Plastic viscosity as a function of temperature and NP concentration.

thumbnail Fig. 8

Interaction of MNC nanolayers with diesel oil.

Figure 9 shows the best-fitted trendlines of Arrhenius plot related to PV for 2% MNC-OBDF and 2% NG-OBDF compared to the plot for the base fluid. Besides, the modeled Arrhenius parameters and their related Regression values for all drilling fluids have been listed in Table 4. High R-squared values (> 0.9398) reveal that Arrhenius model is suitable to describe temperature dependency of PV of all fluids investigated in this study. As listed in Table 3, activation energies of all NP-OBDFs are fewer than that of the base fluid (11 403.480 J/mol). Two percent MNC-OBDF has the minimum activation energy among all drilling fluids (4869.759 J/mol), and the minimum activation energy among the NG-OBDFs belongs to 2% NG-OBDF (7812.915). So, the arrangement of PV independency on temperature for the studied fluids is as MNC-OBDFs, NG-OBDFs, and the base fluid. To clarify the discussion, as temperature increases from 90 °F to 180 °F, PV of 2% MNC-OBDF decreases from 25 mPa s to 19 mPa s (24% reduction), PV of 2% NG-OBDF decreases from 23 mPa s to 15 mPa s (34.8% reduction) and the base PV is reduced from 15 mPa s to 8 mPa s (46.7% reduction). In a sentence, MNC is preferred over NG to be used as viscosifier even at high temperatures, but more pumping pressure is required to circulate MNC-OBDFs in the drilling fluid circulation system.

thumbnail Fig. 9

Arrhenius plot related to PV for the base fluid, 2% MNC-OBDF, and 2% NG-OBDF.

3.4 Yield point and gel strength

Yield Point (YP) is the other parameter of Bingham Plastic model that resists against fluid flow [55]. A Bingham plastic drilling fluid requires a minimum shear stress to be placed at the flow threshold. This minimum shear stress is called YP [58]. YP of a drilling fluid is a sign of electrostatic attraction forces among its particles at dynamic conditions to suspend drilling cuttings against falling to bottomhole. YP is a function of three factors: surface properties of the drilling fluid, solids volumetric concentration, and concentration and types of the ions present in the fluid [59].

As listed in Table 5, YP of the studied drilling fluids at all temperatures overall is proportional to the NPs concentration, but there are some anomalies in the trends. Because of the invasion of diesel oil among MNC dry nanolayers and consequent MNC particles swelling and providing more solid content in the base fluid, MNC provides greater YP over NG at all concentrations and temperatures, so MNC is the best NP to suspend cuttings during drilling.

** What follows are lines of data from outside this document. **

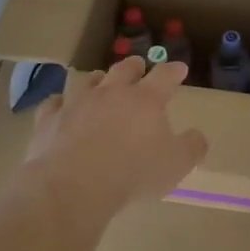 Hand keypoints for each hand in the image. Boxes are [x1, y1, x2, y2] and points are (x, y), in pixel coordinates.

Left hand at [19, 57, 207, 218]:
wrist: (73, 184)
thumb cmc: (133, 173)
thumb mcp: (175, 165)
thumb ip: (192, 148)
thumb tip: (199, 136)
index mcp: (145, 100)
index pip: (164, 76)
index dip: (173, 71)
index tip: (179, 68)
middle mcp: (111, 92)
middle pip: (124, 70)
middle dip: (135, 66)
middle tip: (139, 66)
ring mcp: (77, 102)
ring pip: (88, 81)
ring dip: (97, 79)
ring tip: (100, 80)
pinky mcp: (50, 118)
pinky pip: (55, 103)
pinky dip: (61, 103)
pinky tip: (61, 106)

Also, according to Field Emission Scanning Electron Microscopy (FESEM) images of MNC and NG which have been respectively shown in Figures 10a and 10b, both NPs have flat-like shapes which resist better than spherical particles against fall of cuttings; this is an important feature for keeping drilling cuttings suspended. As temperature increases from 90 °F up to 140, and 180 °F, YP of the base fluid decreases from 4.780 to 3.824 and 3.346 Pa, but there is no specific relation between YP and temperature for all NP-OBDFs. 1.5% MNC-OBDF and 2% MNC-OBDF at all temperatures have significant YPs, which indicates strong electrostatic forces among their particles even at high temperatures. If the high yielding tendency of these MNC-OBDFs limits their operational application, deflocculants could be added into them to reduce their YPs without any effect on their PVs [60].

thumbnail Fig. 10

FESEM image of (a) MNC, (b) NG.

Table 5

Yield point and gel strength of the fluids at various temperatures (accuracy: 1 lb/100 ft2 = 0.478 Pa).

Gel Strength (GS) of drilling fluid, as its thixotropic indicator, is a measurement of the attraction forces among its particles at static conditions. GS is essential to ensure the suspension of cuttings in case of stopped drilling. As listed in Table 5, addition of both NPs into the base fluid leads to improving its initial GS at all temperatures. Maximum GS-10 s among all NP-OBDFs at the three temperatures belongs to 2% MNC-OBDF. The trend of initial GS of NG-OBDFs vs. temperature is overall similar to that of the base fluid (as temperature increases, GS-10 s decreases). However, the effect of temperature increase on initial GS of the MNC-OBDFs is more complex and does not follow a particular trend. As listed in Table 5, by adding 2 wt% MNC and NG into the base fluid at 90 °F, the base GS-10 min is increased respectively by 114 and 71%. Finally, MNC enhances gelation properties of the OBDF more than NG, so it is the preferred NP for having a better cutting suspension at static conditions.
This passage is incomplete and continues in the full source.